If there is a non-trivial Normal subgroup $~$H$~$ of the Alternating group $~$A_5$~$ on five elements, then it is a union of conjugacy classes. Additionally, by Lagrange's theorem, the order of a subgroup must divide the order of the group, so the total size of $~$H$~$ must divide $~$60$~$.

We can list the [alternatinggroupfiveconjugacyclasses conjugacy classes of $~$A_5$~$]; they are of size $~$1, 20, 15, 12, 12$~$ respectively.

By a brute-force check, no sum of these containing $~$1$~$ can possibly divide $~$60$~$ (which is the size of $~$A_5$~$) unless it is $~$1$~$ or $~$60$~$.

The brute-force check

We first list the [number_theory_divisor divisors] of $~$60$~$: they are $$~$1, 2, 3, 4, 5, 6, 10, 12, 15, 20, 30, 60$~$$

Since the subgroup $~$H$~$ must contain the identity, it must contain the conjugacy class of size $~$1$~$. If it contains any other conjugacy class (which, as it is a non-trivial subgroup by assumption, it must), then the total size must be at least $~$13$~$ (since the smallest other class is of size $~$12$~$); so it is allowed to be one of $~$15$~$, $~$20$~$, $~$30$~$, or $~$60$~$. Since $~$H$~$ is also assumed to be a proper subgroup, it cannot be $~$A_5$~$ itself, so in fact $~$60$~$ is also banned.

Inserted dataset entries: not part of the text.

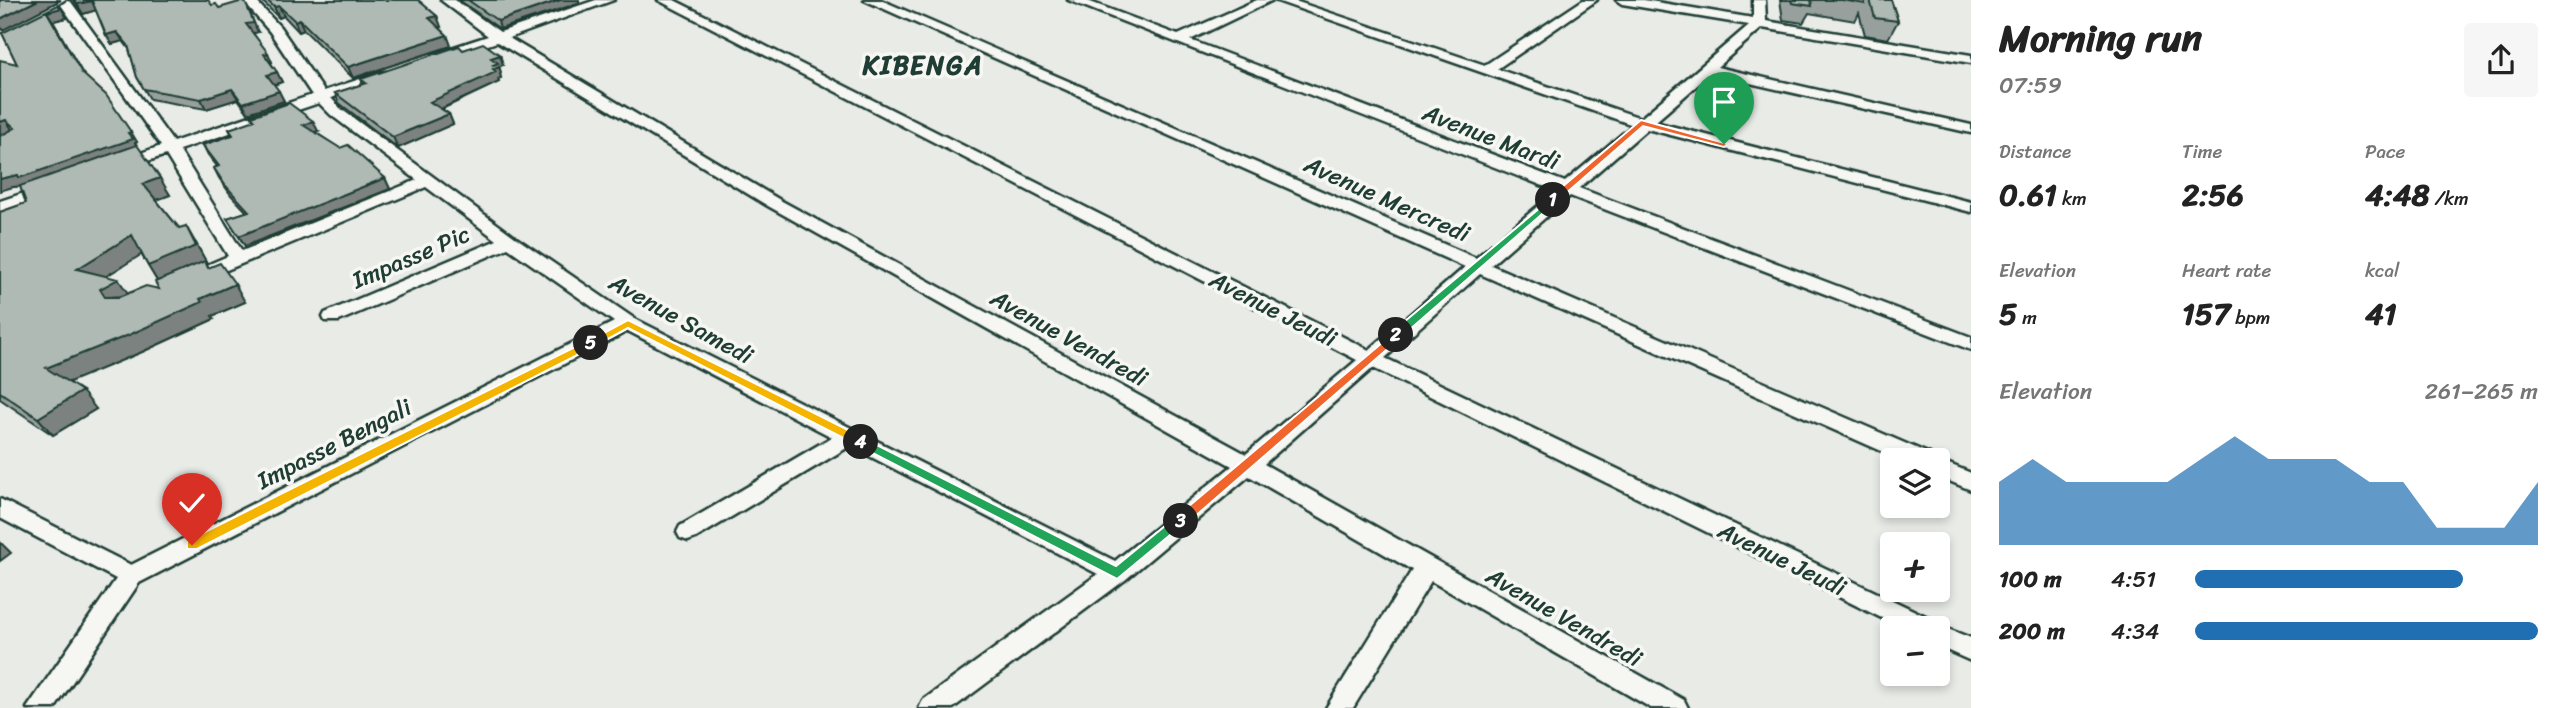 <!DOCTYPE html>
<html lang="en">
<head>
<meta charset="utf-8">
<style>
  :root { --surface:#fff; --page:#f6f6f6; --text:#222; --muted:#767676; --accent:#1f6fb2 }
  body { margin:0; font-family:Sriracha,sans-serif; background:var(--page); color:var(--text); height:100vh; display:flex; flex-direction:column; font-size:26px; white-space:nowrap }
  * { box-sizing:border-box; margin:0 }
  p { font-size:23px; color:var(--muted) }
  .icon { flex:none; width:38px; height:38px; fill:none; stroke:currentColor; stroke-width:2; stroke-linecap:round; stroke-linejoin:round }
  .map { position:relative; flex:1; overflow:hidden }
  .sheet { display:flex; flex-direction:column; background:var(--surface); width:595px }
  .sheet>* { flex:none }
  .fabs { position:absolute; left:1880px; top:448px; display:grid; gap:14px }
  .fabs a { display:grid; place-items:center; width:70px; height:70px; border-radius:7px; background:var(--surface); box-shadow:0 4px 10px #0003; font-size:35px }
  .pin { position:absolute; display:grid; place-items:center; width:60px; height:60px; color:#fff; margin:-72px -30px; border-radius:50% 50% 50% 0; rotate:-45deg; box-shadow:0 0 7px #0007 }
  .pin .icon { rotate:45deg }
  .km { position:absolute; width:35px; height:35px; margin:-18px; border-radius:50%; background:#222; color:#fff; font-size:19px; line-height:35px; text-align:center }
  .round { display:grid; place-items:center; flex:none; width:74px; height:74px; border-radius:7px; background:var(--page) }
  .summary { display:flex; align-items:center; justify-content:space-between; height:119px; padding:0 28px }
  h1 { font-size:38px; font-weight:700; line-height:52px }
  .figures { display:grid; grid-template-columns:repeat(3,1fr); gap:10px; height:119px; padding:7px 28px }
  .figures div { display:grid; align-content:center }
  .figures b { font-size:30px; font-weight:700 }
  .figures small { font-size:19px; font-weight:400 }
  .figures p { font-size:19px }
  .chart { height:196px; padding:14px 28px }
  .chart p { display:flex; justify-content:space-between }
  .chart svg { width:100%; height:126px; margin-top:7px; fill:var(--accent); opacity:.7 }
  ul { padding:0 28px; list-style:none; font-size:23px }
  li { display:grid; grid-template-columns:112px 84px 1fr; align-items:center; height:52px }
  li i { height:18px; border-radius:9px; background:var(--accent) }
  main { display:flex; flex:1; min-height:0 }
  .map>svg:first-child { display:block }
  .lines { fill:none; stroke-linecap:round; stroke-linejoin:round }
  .minor-casing { stroke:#1f3d34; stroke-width:5 }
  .minor { fill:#f6f6f2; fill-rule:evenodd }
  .wall { fill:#97a09c; stroke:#1f3d34; stroke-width:2; fill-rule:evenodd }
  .shaded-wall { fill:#7b827f; stroke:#1f3d34; stroke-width:2 }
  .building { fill:#b0bab5; stroke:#1f3d34; stroke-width:2 }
  .split-1 { fill:#f0652b; stroke:#fff; stroke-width:2 }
  .split-2 { fill:#22a559; stroke:#fff; stroke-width:2 }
  .split-3 { fill:#f0652b; stroke:#fff; stroke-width:2 }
  .split-4 { fill:#22a559; stroke:#fff; stroke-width:2 }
  .split-5 { fill:#f5b400; stroke:#fff; stroke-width:2 }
  .split-6 { fill:#f5b400; stroke:#fff; stroke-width:2 }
  .labels { text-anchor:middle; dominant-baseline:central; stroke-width:7; stroke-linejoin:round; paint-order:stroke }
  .street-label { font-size:24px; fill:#1f3d34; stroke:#f6f6f2 }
  .far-district-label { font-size:26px; font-weight:bold; letter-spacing:2px; fill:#1f3d34; stroke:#f6f6f2 }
</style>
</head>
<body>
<main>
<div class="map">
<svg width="1971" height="708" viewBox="0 0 1971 708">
  <rect width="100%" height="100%" fill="#e9ebe7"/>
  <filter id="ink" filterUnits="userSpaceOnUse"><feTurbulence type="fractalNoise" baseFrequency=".0143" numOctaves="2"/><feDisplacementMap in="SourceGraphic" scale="14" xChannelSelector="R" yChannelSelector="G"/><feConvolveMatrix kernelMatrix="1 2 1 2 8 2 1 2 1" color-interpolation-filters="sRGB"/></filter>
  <g filter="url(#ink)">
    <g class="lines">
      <defs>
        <path id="minor" d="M242 0H255L280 27 324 91 381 72H391V78L331 98 341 109 515 237 635 319 1115 561 1232 466 768 206 497 42 443 60H433V54L488 36 441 0H455L500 32 596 0H614L509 38 780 200 1246 454 1357 360 658 0H674L1369 350 1465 267 864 0H881L1476 258 1556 191 1068 0H1085L1178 35 1257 0H1273L1190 40 1565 182 1633 125 1274 0H1292L1485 65 1583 0H1597L1497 69 1641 118 1749 25 1622 4 1616 0H1644L1753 18V0H1765L1766 21 1971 55V63L1762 28 1717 67 1971 125V133L1710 74 1655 122 1971 202V212L1647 129 1579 188 1971 337V350L1570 196 1491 265 1930 454 1932 460H1902L1480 274 1385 358 1934 620 1935 624 1971 638V661L1937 646V628H1902L1373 368 1264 464 1684 700 1688 708H1651L1431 581 1353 708H1326L1412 570 1249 476 1125 580 953 708H919L923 700 1098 574 850 446 696 538 688 541 680 538 677 532 680 526 832 437 628 331 139 583 55 708H27L116 579 0 518V499L131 565 614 322 508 248 339 321H325L323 317 325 313 497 240 426 187 205 279H193L190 275 193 271 228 256 166 155 120 170 112 165 114 162 161 146 61 5 67 1 71 2 173 142 312 95 270 32ZM319 103 331 115 417 180 242 251 179 150Z
          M48 185 54 187 56 190 54 193 0 212V201Z
          M1937 459 1971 473V490L1937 476V460H1933Z"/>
      </defs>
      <use href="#minor" class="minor-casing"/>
      <use href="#minor" class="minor"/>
    </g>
    <path class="wall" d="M74 0 212 5 219 8 258 32 253 33 272 62 271 63 282 82 274 85 284 101 248 113 238 99 206 109 150 99 137 77 129 49 123 41 112 44 106 35 96 10 83 14Z
      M261 0H418L437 16 441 27H439L447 35 451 46 353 78 304 30 299 32 284 16 279 18Z
      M459 0H579V3L500 29Z
      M1780 0H1864L1865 3 1866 0H1891L1898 21 1888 39 1865 35 1859 13 1855 21 1809 13 1803 23 1783 20Z
      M67 18 53 21 83 74 131 132 137 142 135 143 137 146 170 195 156 200 179 228 196 243 209 268 245 302 212 316 214 319 142 352 68 382 96 409 53 435 0 399V212L26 203 20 186 13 187 5 133 0 135 17 64 2 33ZM141 254 157 281 159 289 128 293 106 276Z
      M463 50 500 55 503 65 499 66 501 73 500 74 501 78 498 79 499 82 442 109 449 114 453 124 398 148 339 103 335 93 363 84 361 79Z
      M252 116 318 131 315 132 385 178 390 189 245 246 227 218 247 212 231 195 219 178 214 168 217 166 208 155 203 145 232 135 229 129 254 121Z"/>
    <path class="shaded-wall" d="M38 0H61L3 30 0 26V19Z
      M560 0H579V3L500 29 498 21Z
      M92 1 97 10 83 14 77 4Z
      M246 4 258 32 250 34 246 24Z
      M279 6 284 16 279 18 274 7Z
      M61 8 67 18 53 21 47 12Z
      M437 16 441 27 433 29 429 18Z
      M299 19 304 30 299 32 295 21Z
      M117 32 123 41 112 44 106 35Z
      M447 35 451 46 353 78 348 67Z
      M268 53 272 62 269 63 264 54Z
      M500 55 503 65 499 66 501 73 500 74 501 78 498 79 499 82 434 112 430 102 491 58Z
      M277 72 282 82 272 85 267 75Z
      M232 89 238 99 206 109 201 99Z
      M279 91 284 101 248 113 243 103Z
      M449 114 453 124 398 148 393 137Z
      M6 120 13 131 0 135V122Z
      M313 121 318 131 308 135 303 125Z
      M131 132 137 142 135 143 139 150 24 186 13 187 0 191V179Z
      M160 178 170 195 154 201 143 184Z
      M385 178 390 189 245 246 239 236Z
      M186 226 207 263 159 284 148 266Z
      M132 235 144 253 90 286 77 269Z
      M118 279 130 296 105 297 100 289Z
      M235 284 245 302 212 316 214 319 142 352 60 386 46 368 200 299Z
      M82 391 96 409 53 435 38 418Z
      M0 542 11 553 0 561Z"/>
    <path class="building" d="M0 0H38L0 19Z
      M74 0H208L212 5 216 4 219 8 243 1 246 4 254 23 246 24 268 53 264 54 277 72 267 75 279 91 243 103 232 89 201 99 144 89 137 77 128 45 117 32 106 35 92 1 77 4Z
      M267 0H418L437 16 429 18 447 35 348 67 299 19 295 21 279 6 274 7Z
      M468 0H560L498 21Z
      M1791 0H1811L1812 6 1792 3Z
      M1842 0H1864L1865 4Z
      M1870 0H1891L1898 21 1875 18Z
      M58 5 61 8 47 12 82 73 106 95 131 132 128 133 133 139 19 178 18 175 0 179V136L15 128 6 120 0 122V60L17 64 2 33Z
      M483 43 500 55 491 58 498 63 493 65 498 68 493 69 496 72 430 102 449 114 393 137 335 93 366 83 361 79 459 46 463 50Z
      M289 103 313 121 303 125 340 148 348 145 385 178 239 236 227 218 249 211 225 185 214 168 219 166 203 145 233 135 229 129 255 120 252 116Z
      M137 145 160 178 143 184 179 228 186 226 196 246 148 266 132 235 77 269 118 279 100 289 105 297H119L146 286 159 289 155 282 205 261 208 268 220 263 235 284 200 299 202 302 129 335 46 368 82 391 38 418 0 392V212L26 203 20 186Z"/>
  </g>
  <path class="split-1" d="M1641 120 1728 144 1724 147 1643 126 1556 202H1549V198Z"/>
  <path class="split-2" d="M1553 197 1558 200 1556 202 1400 338H1392V332Z"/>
  <path class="split-3" d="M1396 331 1402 335 1400 338 1185 525H1176V517Z"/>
  <path class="split-4" d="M861 437 1116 566 1176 517H1185L1187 521 1117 579 857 445V439Z"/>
  <path class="split-5" d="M628 320 866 439 868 442 866 445H857L628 328 595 346 591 347 585 343Z"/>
  <path class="split-6" d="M591 339 595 340V346L197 549H187V541Z"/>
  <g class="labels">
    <g class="street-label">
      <text transform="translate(1491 137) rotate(21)">Avenue Mardi</text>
      <text transform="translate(1387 199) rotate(24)">Avenue Mercredi</text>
      <text transform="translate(411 257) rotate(-23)">Impasse Pic</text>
      <text transform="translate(1273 309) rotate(27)">Avenue Jeudi</text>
      <text transform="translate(681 319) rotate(29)">Avenue Samedi</text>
      <text transform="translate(1069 338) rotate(29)">Avenue Vendredi</text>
      <text transform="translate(334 444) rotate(-27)">Impasse Bengali</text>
      <text transform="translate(1782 559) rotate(26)">Avenue Jeudi</text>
      <text transform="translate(1564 617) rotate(30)">Avenue Vendredi</text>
    </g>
    <g class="far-district-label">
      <text x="923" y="65">KIBENGA</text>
    </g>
  </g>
</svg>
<div class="fabs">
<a><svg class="icon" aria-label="layers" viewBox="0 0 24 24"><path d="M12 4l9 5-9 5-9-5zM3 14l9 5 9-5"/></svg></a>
<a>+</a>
<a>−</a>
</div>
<div class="pin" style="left:1724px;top:144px;background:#1e9e55"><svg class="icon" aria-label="arrive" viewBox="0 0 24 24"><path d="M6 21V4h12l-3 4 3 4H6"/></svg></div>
<div class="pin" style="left:192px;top:545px;background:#d93025"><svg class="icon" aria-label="check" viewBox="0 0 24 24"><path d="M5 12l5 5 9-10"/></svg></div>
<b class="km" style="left:1553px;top:200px">1</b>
<b class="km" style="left:1396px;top:335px">2</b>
<b class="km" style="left:1181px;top:521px">3</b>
<b class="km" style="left:861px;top:442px">4</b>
<b class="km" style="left:591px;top:343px">5</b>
</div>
<section class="sheet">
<div class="summary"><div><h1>Morning run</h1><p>07:59</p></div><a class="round"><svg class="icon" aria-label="share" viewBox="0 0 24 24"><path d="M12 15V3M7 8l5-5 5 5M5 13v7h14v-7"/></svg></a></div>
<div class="figures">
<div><p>Distance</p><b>0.61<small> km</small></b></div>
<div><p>Time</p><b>2:56</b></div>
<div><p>Pace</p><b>4:48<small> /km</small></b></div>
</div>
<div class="figures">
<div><p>Elevation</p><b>5<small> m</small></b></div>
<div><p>Heart rate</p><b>157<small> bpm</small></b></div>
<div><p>kcal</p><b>41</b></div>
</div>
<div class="chart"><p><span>Elevation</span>261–265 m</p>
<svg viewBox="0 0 160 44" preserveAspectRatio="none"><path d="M0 44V22L10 14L20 22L30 22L40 22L50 22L60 14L70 6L80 14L90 14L100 14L110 22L120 22L130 38L140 38L150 38L160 22V44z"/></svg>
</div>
<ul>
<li><b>100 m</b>4:51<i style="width:78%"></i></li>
<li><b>200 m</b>4:34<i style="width:100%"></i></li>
</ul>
</section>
</main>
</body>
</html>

The class of size $~$20$~$

If $~$H$~$ then contains the conjugacy class of size $~$20$~$, then $~$H$~$ can only be of size $~$30$~$ because we have already included $~$21$~$ elements. But there is no way to add just $~$9$~$ elements using conjugacy classes of size bigger than or equal to $~$12$~$.

So $~$H$~$ cannot contain the class of size $~$20$~$.

The class of size $~$15$~$

In this case, $~$H$~$ is allowed to be of size $~$20$~$ or $~$30$~$, and we have already found $~$16$~$ elements of it. So there are either $~$4$~$ or $~$14$~$ elements left to find; but we are only allowed to add classes of size exactly $~$12$~$, so this can't be done either.

The classes of size $~$12$~$

What remains is two classes of size $~$12$~$, from which we can make $~$1+12 = 13$~$ or $~$1+12+12 = 25$~$. Neither of these divides $~$60$~$, so these are not legal options either.

This exhausts the search, and completes the proof.